Given a string containing only digits, restore it by returning all possible valid IP address combinations.
For example:
Given "25525511135",
return ["255.255.11.135", "255.255.111.35"]. (Order does not matter)

Analysis:
There's no specific algorithm used in this problem. I loop through all the possible positions to add dots.
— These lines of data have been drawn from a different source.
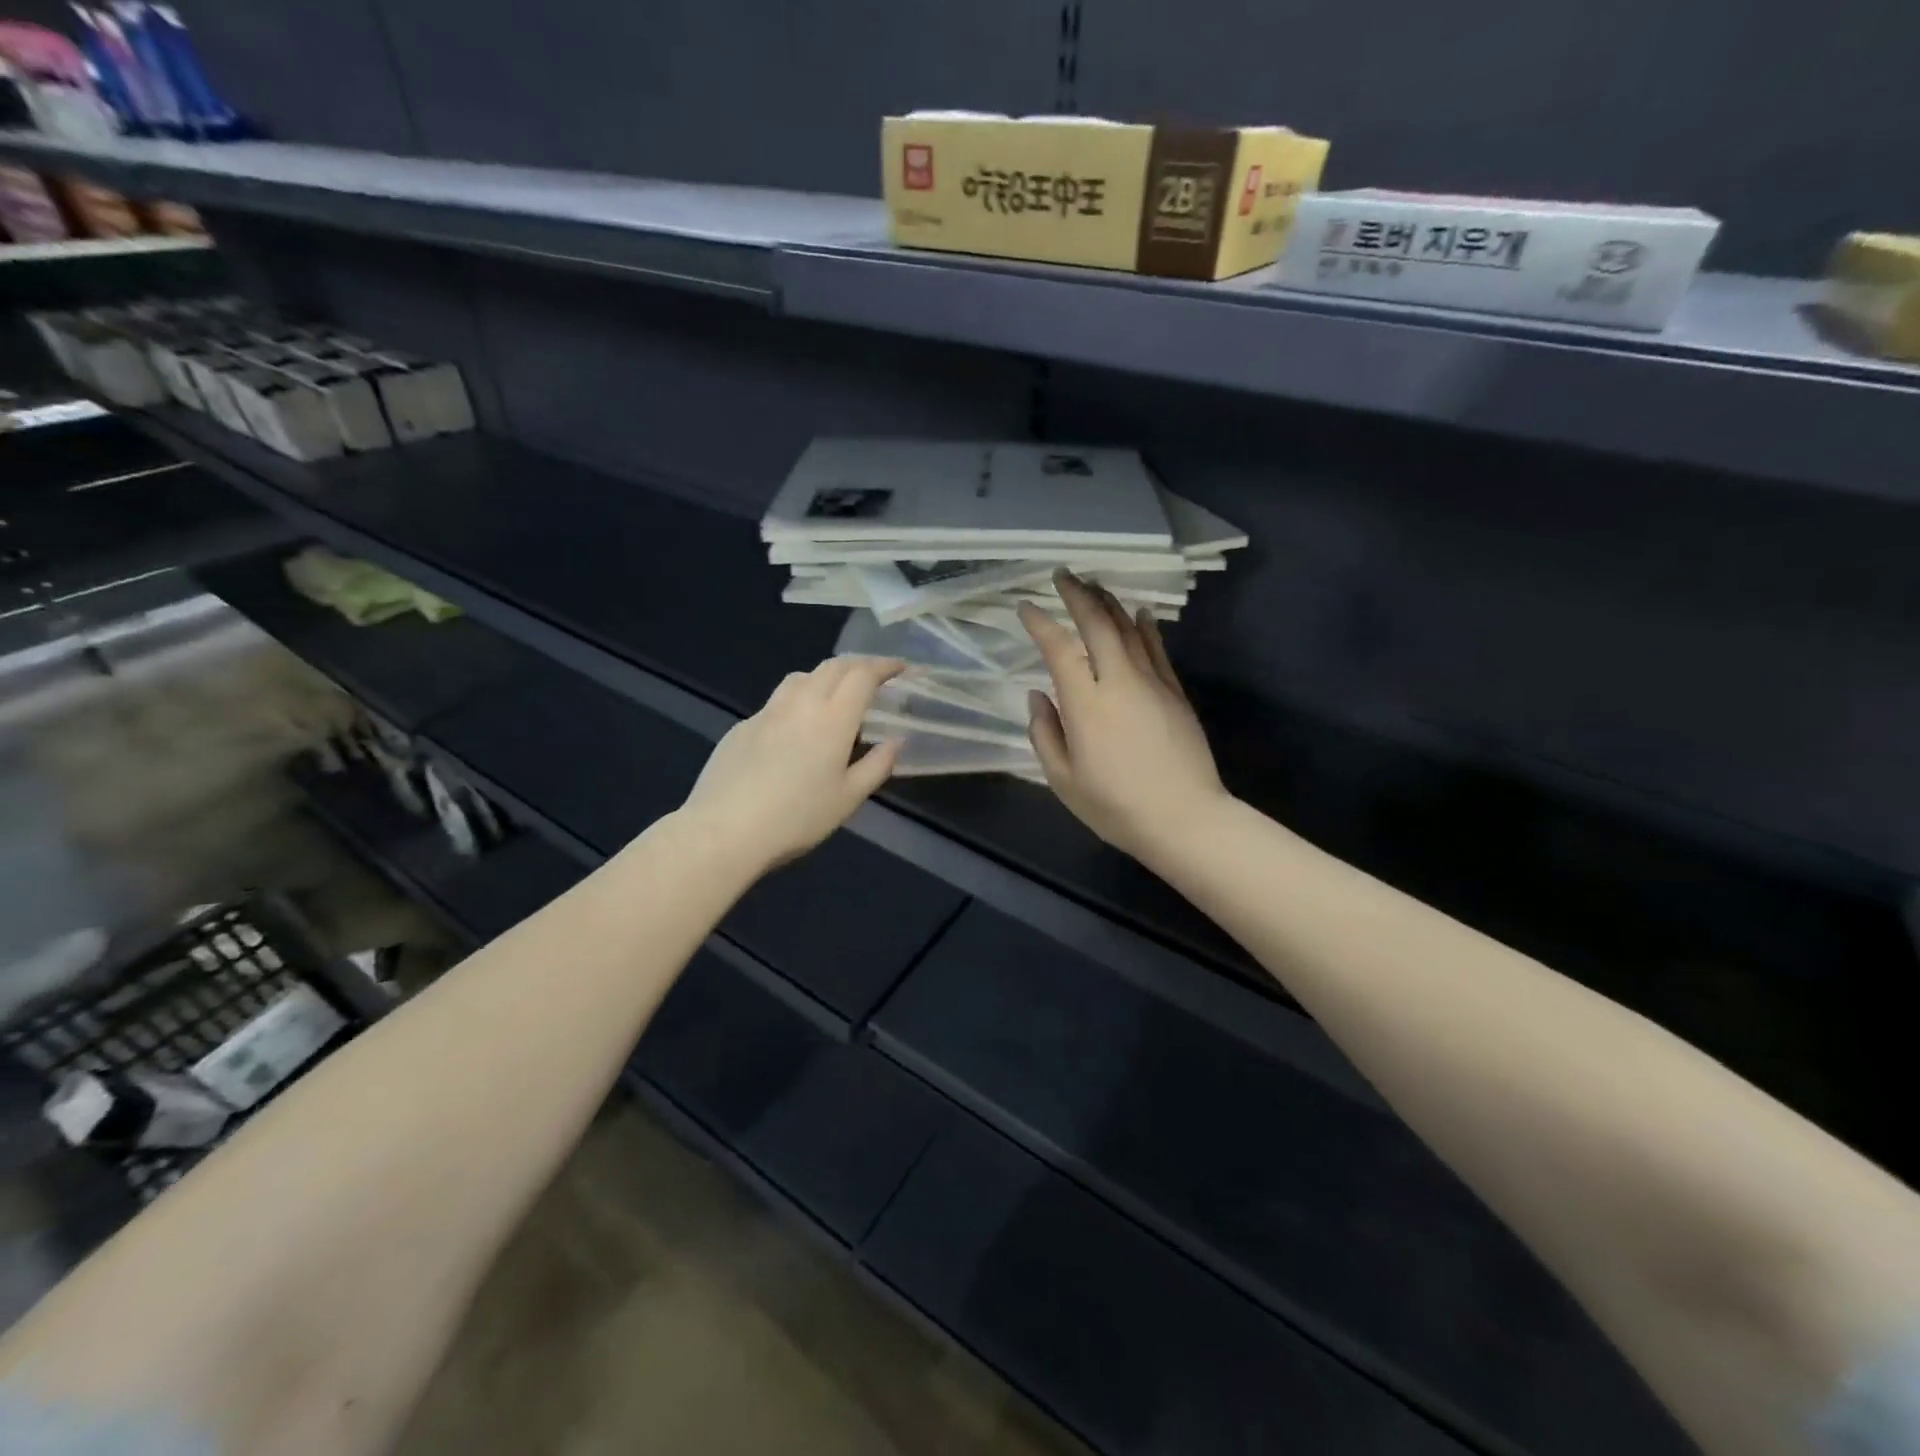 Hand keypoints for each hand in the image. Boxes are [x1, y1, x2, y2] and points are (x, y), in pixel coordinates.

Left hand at [679, 656, 903, 874]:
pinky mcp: (742, 727)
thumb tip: (896, 741)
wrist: (724, 830)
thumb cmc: (796, 817)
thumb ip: (877, 765)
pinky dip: (797, 700)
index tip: (901, 667)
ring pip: (801, 677)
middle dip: (859, 664)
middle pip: (833, 666)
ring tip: (836, 693)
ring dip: (826, 675)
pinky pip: (777, 701)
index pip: (863, 675)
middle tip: (875, 675)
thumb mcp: (848, 799)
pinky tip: (795, 728)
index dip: (885, 666)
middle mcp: (800, 703)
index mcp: (833, 718)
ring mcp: (767, 712)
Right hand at [1018, 571, 1229, 864]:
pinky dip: (1144, 626)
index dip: (1040, 623)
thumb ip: (1045, 733)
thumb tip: (1038, 696)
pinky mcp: (1175, 692)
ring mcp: (1152, 683)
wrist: (1184, 819)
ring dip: (1109, 602)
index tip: (1026, 607)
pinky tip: (1138, 612)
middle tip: (1062, 575)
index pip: (1058, 649)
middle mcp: (1118, 682)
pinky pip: (1157, 648)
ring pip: (1128, 629)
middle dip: (1077, 594)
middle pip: (1097, 624)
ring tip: (1093, 585)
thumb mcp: (1063, 780)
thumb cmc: (1115, 806)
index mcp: (1085, 704) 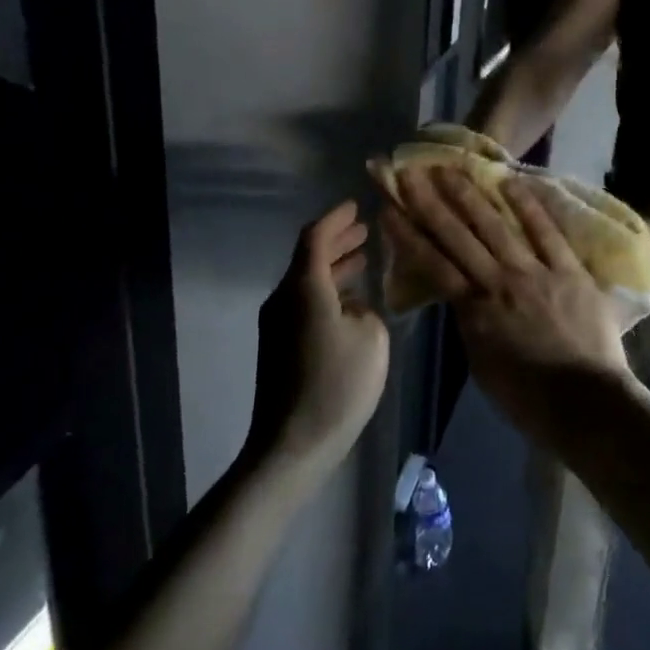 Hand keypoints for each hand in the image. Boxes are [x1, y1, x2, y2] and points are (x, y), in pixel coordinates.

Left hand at [251, 202, 389, 472]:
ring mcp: (277, 324)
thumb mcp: (371, 338)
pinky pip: (305, 304)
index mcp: (304, 288)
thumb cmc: (337, 384)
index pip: (315, 237)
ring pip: (307, 282)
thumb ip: (366, 310)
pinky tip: (351, 302)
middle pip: (308, 258)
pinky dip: (328, 292)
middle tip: (364, 230)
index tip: (356, 205)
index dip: (336, 218)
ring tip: (363, 259)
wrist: (292, 445)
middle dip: (337, 241)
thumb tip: (352, 308)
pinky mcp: (279, 348)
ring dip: (334, 268)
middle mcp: (284, 299)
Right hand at [381, 169, 630, 446]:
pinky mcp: (568, 270)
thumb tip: (462, 297)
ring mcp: (534, 272)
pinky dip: (528, 207)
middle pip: (457, 236)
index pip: (432, 264)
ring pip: (495, 227)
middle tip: (409, 173)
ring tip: (448, 168)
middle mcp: (498, 282)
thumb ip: (470, 324)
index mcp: (474, 310)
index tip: (388, 209)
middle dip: (429, 202)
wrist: (585, 404)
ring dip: (469, 195)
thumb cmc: (528, 398)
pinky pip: (546, 232)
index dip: (408, 234)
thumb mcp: (482, 364)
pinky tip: (509, 181) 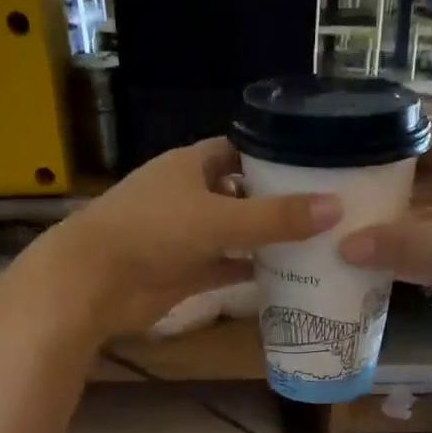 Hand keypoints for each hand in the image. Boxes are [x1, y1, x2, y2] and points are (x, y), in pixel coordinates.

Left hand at [21, 139, 340, 341]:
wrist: (96, 281)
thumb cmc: (153, 231)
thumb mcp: (220, 219)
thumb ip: (275, 217)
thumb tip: (335, 207)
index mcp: (191, 166)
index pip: (239, 151)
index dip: (273, 156)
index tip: (314, 167)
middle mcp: (189, 197)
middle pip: (241, 195)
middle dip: (276, 203)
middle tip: (325, 211)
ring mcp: (185, 237)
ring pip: (234, 235)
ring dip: (265, 242)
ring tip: (315, 245)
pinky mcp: (184, 274)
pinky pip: (224, 270)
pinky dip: (249, 274)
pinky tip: (285, 279)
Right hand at [338, 130, 431, 347]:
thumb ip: (403, 245)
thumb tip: (344, 247)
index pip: (430, 141)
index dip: (392, 143)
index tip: (350, 154)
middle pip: (425, 186)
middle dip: (387, 194)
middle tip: (338, 205)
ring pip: (431, 227)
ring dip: (398, 234)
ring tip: (347, 240)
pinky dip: (414, 266)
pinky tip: (381, 275) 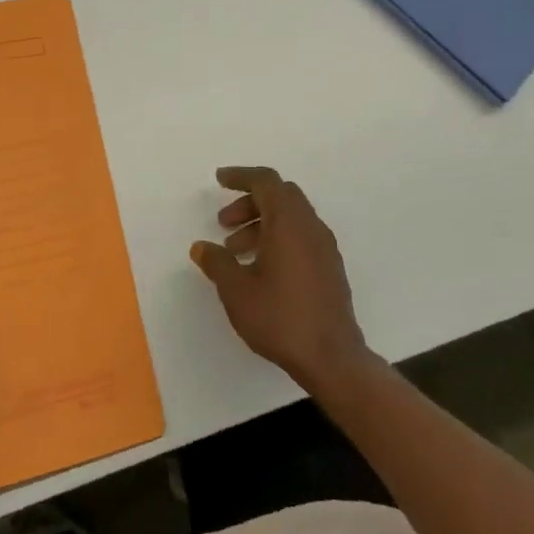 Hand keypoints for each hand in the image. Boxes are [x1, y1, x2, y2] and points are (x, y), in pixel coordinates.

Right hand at [190, 166, 375, 395]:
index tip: (219, 181)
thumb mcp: (236, 290)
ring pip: (291, 217)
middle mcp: (310, 226)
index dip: (240, 176)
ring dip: (261, 223)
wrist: (332, 358)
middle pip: (279, 195)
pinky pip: (301, 236)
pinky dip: (278, 238)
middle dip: (249, 202)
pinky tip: (261, 268)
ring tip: (235, 251)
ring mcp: (324, 247)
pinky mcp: (330, 267)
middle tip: (223, 223)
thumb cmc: (280, 318)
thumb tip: (202, 247)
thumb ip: (217, 262)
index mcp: (289, 222)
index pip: (266, 181) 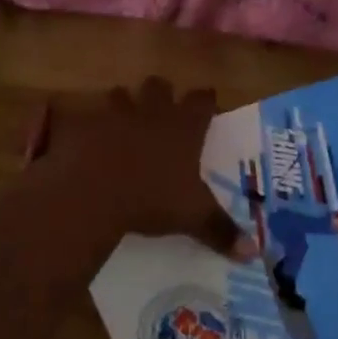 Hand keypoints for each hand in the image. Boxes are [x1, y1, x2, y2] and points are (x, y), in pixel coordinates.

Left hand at [41, 79, 242, 244]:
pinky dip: (86, 123)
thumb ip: (221, 230)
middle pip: (160, 85)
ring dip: (123, 103)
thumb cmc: (152, 199)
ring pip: (121, 93)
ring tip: (122, 120)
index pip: (202, 100)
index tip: (208, 104)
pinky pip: (85, 115)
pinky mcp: (84, 124)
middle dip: (161, 93)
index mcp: (183, 127)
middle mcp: (152, 112)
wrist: (94, 192)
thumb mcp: (192, 217)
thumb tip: (253, 253)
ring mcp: (115, 114)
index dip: (206, 100)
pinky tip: (87, 137)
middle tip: (162, 110)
A value IP address is defined such that each three-digits segment is valued between 0 and 255, inclusive. A corner case is that each segment should begin with non-zero digits, i.e., xx.013.xxx.xxx is not a valid segmentation as 013 is invalid.

Code:

class Solution {
public:
    vector<string> restoreIpAddresses(string s) {
        vector<string> out;
        if (s.size()<4 || s.size()>12) return out;
        // loop thru all possible positions for adding "."
        for (int i=0; i<s.size()-3; i++) {
            for (int j=i+1; j<s.size()-2; j++) {
                for (int k=j+1; k<s.size()-1; k++) {
                    int a=atoi(s.substr(0,i+1).c_str());
                    string t=to_string(a);
                    if (t!=s.substr(0,i+1)) continue; // to eliminate case where starts with 0

                    int b=atoi(s.substr(i+1,j-i).c_str());
                    t=to_string(b);
                    if (t!=s.substr(i+1,j-i)) continue;

                    int c=atoi(s.substr(j+1,k-j).c_str());
                    t=to_string(c);
                    if (t!=s.substr(j+1,k-j)) continue;

                    int d=atoi(s.substr(k+1,s.size()-k).c_str());
                    t=to_string(d);
                    if (t!=s.substr(k+1,s.size()-k)) continue;

                    if (a<=255 && b<=255 && c<=255 && d<=255)
                        out.push_back(s.substr(0,i+1)+"."+s.substr(i+1,j-i)+"."+s.substr(j+1,k-j)+"."+s.substr(k+1,s.size()-k));
                }
            }
        }
        return out;
    }
};